[Opening Material for the task section]

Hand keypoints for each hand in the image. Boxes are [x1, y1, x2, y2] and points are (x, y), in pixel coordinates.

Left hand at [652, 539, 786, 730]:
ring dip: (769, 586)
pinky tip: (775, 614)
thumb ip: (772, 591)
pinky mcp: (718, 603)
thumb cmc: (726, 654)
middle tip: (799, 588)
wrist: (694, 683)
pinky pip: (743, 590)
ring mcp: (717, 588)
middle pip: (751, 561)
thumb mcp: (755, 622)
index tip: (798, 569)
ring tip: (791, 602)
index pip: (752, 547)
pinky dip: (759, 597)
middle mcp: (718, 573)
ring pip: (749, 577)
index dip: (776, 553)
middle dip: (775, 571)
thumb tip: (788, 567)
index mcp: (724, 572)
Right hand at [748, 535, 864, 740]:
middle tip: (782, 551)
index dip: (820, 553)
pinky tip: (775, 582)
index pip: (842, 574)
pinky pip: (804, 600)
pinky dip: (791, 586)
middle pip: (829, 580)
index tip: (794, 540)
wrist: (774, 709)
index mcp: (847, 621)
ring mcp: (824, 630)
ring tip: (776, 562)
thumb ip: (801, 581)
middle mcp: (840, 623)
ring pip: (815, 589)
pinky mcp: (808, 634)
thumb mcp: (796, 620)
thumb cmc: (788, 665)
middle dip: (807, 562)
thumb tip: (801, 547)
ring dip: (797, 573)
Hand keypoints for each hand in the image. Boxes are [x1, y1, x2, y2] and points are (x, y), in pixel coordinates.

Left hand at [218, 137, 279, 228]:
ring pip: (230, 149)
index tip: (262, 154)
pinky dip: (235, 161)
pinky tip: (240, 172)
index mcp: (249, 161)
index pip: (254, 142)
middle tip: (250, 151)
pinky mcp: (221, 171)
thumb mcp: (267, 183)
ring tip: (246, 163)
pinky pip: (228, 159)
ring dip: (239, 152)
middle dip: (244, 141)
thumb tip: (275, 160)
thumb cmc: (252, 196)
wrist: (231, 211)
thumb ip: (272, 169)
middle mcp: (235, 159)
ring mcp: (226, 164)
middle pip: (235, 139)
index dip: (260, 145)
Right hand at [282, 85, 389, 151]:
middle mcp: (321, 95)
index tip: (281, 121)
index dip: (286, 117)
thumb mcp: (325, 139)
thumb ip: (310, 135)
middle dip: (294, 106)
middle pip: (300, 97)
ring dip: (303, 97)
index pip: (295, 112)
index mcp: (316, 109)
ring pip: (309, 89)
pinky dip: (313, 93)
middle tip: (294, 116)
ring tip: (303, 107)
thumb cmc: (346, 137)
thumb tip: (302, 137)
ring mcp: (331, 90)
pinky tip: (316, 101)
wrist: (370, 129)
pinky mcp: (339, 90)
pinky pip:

[Closing Material for the task section]

Exercise objective:
Could you restate every record above word for word?

Written answer:
Hand keypoints for each hand in the image. Boxes are [x1, y1, x2, y2] and points are (x, y), in pixel coordinates.

Left hand at [652, 539, 786, 730]:
ring dip: (769, 586)
pinky tip: (775, 614)
thumb ip: (772, 591)
pinky mcp: (718, 603)
thumb cmc: (726, 654)
middle tip: (799, 588)
wrist: (694, 683)
pinky pip: (743, 590)
ring mcp: (717, 588)
middle pip: (751, 561)
thumb mcp: (755, 622)
index tip: (798, 569)
ring tip: (791, 602)
index pip: (752, 547)
pinky dip: (759, 597)
middle mcp: (718, 573)
ring pip: (749, 577)
index dip: (776, 553)
middle dip: (775, 571)
thumb tip: (788, 567)
index mcp: (724, 572)
Right hand at [748, 535, 864, 740]:
middle tip: (782, 551)
index dip: (820, 553)
pinky tip: (775, 582)
index pip: (842, 574)
pinky pip: (804, 600)
pinky dip: (791, 586)
middle pip: (829, 580)
index tip: (794, 540)
wrist: (774, 709)
index mcp: (847, 621)
ring mcp: (824, 630)
ring tip: (776, 562)
thumb ip: (801, 581)
middle mcp: (840, 623)
ring pip: (815, 589)
pinky mcp: (808, 634)
thumb mcp: (796, 620)
thumb cmc: (788, 665)
middle dip: (807, 562)
thumb tip: (801, 547)
ring dip: (797, 573)
Hand keypoints for each hand in the image. Boxes are [x1, y1, x2, y2] and points are (x, y), in pixel coordinates.

Left hand at [218, 137, 279, 228]:
ring pip: (230, 149)
index tip: (262, 154)
pinky dip: (235, 161)
pinky tip: (240, 172)
index mcp: (249, 161)
index pip: (254, 142)
middle tip: (250, 151)
pinky mcp: (221, 171)
thumb mcp: (267, 183)
ring tip: (246, 163)
pinky pip: (228, 159)
ring dip: (239, 152)
middle dip: (244, 141)
thumb tip: (275, 160)
thumb cmc: (252, 196)
wrist: (231, 211)
thumb ip: (272, 169)
middle mcp: (235, 159)
ring mcp: (226, 164)
middle pip: (235, 139)
index dip: (260, 145)
Right hand at [282, 85, 389, 151]:
middle mcp: (321, 95)
index tip: (281, 121)
index dip: (286, 117)
thumb mcp: (325, 139)
thumb ip: (310, 135)
middle dip: (294, 106)
middle pip: (300, 97)
ring dip: (303, 97)
index pip: (295, 112)
index mcp: (316, 109)
ring pip: (309, 89)
pinky dip: (313, 93)
middle tip: (294, 116)
ring tip: (303, 107)
thumb cmc: (346, 137)
thumb tip: (302, 137)
ring mcp: (331, 90)
pinky tip: (316, 101)
wrist: (370, 129)
pinky mcp: (339, 90)
pinky pip:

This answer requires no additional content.